** Opening Listed records block **

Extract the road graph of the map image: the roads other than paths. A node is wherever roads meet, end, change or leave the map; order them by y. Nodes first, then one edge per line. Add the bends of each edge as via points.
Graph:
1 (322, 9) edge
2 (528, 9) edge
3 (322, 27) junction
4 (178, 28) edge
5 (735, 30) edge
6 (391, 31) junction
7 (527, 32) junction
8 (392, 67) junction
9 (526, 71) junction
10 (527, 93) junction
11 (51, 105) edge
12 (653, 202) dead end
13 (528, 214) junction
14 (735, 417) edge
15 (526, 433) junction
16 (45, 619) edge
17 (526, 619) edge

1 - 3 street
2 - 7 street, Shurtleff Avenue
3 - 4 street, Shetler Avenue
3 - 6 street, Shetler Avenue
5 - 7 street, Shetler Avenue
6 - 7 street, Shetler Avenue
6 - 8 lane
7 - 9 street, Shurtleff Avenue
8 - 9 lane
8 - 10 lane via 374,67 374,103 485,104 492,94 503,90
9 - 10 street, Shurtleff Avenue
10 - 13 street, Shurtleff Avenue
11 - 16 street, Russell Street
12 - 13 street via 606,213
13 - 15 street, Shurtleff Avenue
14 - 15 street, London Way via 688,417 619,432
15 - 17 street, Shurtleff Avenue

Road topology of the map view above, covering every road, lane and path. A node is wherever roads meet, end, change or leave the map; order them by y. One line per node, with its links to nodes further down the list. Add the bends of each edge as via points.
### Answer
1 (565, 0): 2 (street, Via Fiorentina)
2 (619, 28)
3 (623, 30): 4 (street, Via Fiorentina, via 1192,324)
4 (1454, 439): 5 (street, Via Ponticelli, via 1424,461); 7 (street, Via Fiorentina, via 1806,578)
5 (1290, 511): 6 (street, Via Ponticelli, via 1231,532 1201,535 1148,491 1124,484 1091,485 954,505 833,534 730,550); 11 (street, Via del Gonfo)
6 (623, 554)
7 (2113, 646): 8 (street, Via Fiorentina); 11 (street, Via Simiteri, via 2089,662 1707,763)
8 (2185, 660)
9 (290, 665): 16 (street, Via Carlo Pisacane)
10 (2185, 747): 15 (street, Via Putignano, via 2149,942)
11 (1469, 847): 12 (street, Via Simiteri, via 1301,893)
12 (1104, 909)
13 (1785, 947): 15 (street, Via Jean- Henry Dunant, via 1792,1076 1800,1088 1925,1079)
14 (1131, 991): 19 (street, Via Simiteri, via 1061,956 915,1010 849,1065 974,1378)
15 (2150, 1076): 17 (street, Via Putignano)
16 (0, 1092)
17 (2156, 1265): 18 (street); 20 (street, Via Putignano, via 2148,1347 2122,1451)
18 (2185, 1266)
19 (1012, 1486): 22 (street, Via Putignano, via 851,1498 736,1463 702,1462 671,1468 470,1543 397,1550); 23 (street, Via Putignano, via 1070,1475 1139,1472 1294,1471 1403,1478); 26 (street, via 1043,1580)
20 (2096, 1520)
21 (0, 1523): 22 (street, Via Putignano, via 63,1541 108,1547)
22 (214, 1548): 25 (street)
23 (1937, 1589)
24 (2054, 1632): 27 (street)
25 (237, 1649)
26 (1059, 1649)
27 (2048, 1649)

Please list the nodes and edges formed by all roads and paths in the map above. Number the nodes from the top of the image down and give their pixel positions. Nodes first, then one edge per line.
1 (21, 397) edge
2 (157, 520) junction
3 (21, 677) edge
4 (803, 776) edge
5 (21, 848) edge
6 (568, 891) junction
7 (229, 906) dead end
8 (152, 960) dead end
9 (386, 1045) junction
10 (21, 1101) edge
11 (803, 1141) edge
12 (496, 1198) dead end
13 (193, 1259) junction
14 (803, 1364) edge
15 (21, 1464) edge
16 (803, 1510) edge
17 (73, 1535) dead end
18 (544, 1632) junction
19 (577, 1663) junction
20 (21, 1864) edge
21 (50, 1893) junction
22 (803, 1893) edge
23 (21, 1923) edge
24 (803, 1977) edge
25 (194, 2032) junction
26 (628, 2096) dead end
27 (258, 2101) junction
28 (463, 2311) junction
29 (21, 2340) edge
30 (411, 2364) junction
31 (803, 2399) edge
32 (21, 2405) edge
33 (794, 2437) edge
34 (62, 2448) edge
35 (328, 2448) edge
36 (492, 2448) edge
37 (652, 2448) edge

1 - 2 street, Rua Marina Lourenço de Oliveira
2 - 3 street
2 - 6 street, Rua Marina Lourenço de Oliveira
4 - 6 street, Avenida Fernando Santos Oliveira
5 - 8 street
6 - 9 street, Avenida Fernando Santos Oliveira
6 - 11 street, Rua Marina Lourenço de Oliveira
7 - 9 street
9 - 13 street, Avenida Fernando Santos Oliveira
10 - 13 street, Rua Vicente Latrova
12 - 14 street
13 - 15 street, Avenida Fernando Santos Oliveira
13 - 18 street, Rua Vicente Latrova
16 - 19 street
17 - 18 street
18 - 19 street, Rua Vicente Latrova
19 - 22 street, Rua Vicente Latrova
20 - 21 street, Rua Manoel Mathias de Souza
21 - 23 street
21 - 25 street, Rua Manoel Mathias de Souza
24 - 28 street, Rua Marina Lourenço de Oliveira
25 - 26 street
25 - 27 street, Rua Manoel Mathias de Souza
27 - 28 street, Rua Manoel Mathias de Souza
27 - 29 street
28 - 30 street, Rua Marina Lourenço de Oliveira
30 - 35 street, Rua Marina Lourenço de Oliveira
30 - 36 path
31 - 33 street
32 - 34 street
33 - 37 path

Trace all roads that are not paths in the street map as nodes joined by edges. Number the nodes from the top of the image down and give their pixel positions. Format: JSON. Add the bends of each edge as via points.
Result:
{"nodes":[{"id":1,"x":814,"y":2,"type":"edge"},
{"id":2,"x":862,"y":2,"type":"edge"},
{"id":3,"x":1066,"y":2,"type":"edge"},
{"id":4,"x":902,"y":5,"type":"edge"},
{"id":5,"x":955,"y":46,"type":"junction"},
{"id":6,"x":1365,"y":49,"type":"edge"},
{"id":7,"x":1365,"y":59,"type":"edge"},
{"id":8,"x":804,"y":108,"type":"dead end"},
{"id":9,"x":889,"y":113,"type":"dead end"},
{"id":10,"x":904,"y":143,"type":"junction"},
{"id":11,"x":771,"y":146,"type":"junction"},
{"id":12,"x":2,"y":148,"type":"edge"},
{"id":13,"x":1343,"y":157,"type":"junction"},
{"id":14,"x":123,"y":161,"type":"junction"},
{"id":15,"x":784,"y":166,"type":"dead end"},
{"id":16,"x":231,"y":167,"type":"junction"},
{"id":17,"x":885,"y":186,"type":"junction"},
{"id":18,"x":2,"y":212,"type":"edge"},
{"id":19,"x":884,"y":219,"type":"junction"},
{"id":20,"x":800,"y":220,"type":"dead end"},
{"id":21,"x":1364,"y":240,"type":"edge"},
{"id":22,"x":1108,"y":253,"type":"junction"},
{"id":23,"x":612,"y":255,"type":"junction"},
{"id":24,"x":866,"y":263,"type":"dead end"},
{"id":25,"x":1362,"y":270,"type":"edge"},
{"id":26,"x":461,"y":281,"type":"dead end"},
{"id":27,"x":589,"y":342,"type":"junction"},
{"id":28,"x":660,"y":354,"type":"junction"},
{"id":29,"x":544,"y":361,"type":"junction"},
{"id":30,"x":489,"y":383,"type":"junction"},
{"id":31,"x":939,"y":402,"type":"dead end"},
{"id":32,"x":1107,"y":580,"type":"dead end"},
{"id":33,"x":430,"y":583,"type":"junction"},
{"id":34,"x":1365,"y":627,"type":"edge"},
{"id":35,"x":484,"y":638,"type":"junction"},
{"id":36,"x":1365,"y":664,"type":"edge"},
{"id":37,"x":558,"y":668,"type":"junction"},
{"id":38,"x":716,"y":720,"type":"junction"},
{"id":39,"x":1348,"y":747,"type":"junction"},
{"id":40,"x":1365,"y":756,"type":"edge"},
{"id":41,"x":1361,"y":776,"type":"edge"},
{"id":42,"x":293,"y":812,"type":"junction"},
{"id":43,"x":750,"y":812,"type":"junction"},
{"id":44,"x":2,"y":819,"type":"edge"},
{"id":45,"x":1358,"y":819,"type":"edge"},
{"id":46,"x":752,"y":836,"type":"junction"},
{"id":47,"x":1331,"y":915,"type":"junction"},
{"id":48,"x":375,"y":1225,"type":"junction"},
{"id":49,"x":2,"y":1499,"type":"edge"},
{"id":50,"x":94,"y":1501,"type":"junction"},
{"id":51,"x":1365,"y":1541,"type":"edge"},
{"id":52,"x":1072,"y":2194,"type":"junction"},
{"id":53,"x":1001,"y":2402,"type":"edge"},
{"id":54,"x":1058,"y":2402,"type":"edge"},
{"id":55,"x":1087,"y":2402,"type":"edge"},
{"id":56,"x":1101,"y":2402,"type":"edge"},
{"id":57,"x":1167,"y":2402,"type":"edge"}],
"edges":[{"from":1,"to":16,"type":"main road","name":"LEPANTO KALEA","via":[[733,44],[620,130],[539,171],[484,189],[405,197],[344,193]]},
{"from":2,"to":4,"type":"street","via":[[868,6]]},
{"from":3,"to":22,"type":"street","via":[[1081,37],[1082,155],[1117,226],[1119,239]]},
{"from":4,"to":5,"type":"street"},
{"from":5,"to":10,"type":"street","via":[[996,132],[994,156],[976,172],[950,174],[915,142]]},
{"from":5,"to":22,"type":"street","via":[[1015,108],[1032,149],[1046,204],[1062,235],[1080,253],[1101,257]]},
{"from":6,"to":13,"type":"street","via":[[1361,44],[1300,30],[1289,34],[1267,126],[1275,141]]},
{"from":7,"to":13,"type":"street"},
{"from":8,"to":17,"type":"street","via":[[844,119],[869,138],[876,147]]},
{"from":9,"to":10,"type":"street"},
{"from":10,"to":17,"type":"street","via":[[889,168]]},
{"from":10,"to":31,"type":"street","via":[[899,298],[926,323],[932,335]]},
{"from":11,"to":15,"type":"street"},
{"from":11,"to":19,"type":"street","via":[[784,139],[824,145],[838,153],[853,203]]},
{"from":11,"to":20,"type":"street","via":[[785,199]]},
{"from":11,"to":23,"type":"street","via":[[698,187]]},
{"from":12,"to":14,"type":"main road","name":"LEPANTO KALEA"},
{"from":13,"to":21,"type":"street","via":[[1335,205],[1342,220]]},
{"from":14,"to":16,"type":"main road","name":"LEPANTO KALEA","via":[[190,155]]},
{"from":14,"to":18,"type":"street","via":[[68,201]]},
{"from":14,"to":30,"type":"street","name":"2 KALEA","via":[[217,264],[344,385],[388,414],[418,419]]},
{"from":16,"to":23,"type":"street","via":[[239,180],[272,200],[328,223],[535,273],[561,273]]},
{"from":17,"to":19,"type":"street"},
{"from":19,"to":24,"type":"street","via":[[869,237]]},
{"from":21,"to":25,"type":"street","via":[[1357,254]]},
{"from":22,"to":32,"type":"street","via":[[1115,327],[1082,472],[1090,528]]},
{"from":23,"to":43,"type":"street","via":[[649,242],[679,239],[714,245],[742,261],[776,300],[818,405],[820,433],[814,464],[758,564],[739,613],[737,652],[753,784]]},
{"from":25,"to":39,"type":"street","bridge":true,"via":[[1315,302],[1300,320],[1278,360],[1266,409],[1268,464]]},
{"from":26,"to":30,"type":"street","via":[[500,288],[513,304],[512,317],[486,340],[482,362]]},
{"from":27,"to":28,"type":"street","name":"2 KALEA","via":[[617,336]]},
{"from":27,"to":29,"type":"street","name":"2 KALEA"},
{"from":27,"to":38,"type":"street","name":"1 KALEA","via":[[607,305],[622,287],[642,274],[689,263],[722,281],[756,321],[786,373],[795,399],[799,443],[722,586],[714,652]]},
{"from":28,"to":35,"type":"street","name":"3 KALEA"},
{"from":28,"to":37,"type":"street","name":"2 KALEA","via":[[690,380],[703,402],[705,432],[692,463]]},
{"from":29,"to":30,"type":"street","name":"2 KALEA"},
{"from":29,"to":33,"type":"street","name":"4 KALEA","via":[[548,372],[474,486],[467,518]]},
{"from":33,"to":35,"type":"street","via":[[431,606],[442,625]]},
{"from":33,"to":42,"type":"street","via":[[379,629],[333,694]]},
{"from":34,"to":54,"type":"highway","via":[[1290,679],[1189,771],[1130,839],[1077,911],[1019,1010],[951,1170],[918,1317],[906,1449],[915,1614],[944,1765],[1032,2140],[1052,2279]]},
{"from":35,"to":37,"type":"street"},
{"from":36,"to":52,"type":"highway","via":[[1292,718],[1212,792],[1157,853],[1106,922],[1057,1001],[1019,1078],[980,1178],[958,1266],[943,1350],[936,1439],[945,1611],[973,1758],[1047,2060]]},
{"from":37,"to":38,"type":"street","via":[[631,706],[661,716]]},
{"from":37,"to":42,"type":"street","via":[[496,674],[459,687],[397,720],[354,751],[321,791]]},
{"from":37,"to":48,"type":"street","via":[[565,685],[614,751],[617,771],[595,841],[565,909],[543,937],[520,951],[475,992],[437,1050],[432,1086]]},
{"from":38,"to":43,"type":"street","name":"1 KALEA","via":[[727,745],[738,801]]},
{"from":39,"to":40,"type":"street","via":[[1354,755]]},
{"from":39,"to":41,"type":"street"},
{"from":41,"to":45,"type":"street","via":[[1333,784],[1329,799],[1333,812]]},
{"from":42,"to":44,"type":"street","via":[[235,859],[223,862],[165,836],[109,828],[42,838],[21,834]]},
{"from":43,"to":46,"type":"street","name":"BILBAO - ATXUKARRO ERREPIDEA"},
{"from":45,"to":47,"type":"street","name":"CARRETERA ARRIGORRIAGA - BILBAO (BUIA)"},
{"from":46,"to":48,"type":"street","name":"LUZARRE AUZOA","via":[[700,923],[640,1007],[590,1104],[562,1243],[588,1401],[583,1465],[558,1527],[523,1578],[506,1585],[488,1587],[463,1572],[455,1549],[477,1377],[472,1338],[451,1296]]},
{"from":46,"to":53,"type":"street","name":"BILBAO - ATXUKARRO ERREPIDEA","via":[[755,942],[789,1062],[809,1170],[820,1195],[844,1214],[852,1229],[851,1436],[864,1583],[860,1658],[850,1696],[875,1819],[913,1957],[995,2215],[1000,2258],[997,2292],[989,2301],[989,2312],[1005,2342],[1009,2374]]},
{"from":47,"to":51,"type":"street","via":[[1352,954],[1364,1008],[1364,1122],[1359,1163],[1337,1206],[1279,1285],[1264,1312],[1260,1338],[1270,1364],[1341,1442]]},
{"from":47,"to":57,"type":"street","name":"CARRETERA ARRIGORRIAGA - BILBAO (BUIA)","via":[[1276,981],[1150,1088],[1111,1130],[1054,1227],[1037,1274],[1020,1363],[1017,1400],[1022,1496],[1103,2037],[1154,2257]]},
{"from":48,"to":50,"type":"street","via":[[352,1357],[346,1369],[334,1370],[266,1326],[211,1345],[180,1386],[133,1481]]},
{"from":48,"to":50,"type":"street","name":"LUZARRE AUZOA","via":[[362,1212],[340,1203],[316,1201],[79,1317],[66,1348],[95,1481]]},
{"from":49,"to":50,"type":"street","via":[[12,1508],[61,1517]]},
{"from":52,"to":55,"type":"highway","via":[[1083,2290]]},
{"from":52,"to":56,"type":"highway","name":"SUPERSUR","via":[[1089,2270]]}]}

** Closing Listed records block **

Exercise objective. Copy down every line of the material above that includes the string "each".

Response to the task.
Extract the road graph of the map image: the roads other than paths. A node is wherever roads meet, end, change or leave the map; order them by y. Nodes first, then one edge per line. Add the bends of each edge as via points.
Road topology of the map view above, covering every road, lane and path. A node is wherever roads meet, end, change or leave the map; order them by y. One line per node, with its links to nodes further down the list. Add the bends of each edge as via points.
Trace all roads that are not paths in the street map as nodes joined by edges. Number the nodes from the top of the image down and give their pixel positions. Format: JSON. Add the bends of each edge as via points.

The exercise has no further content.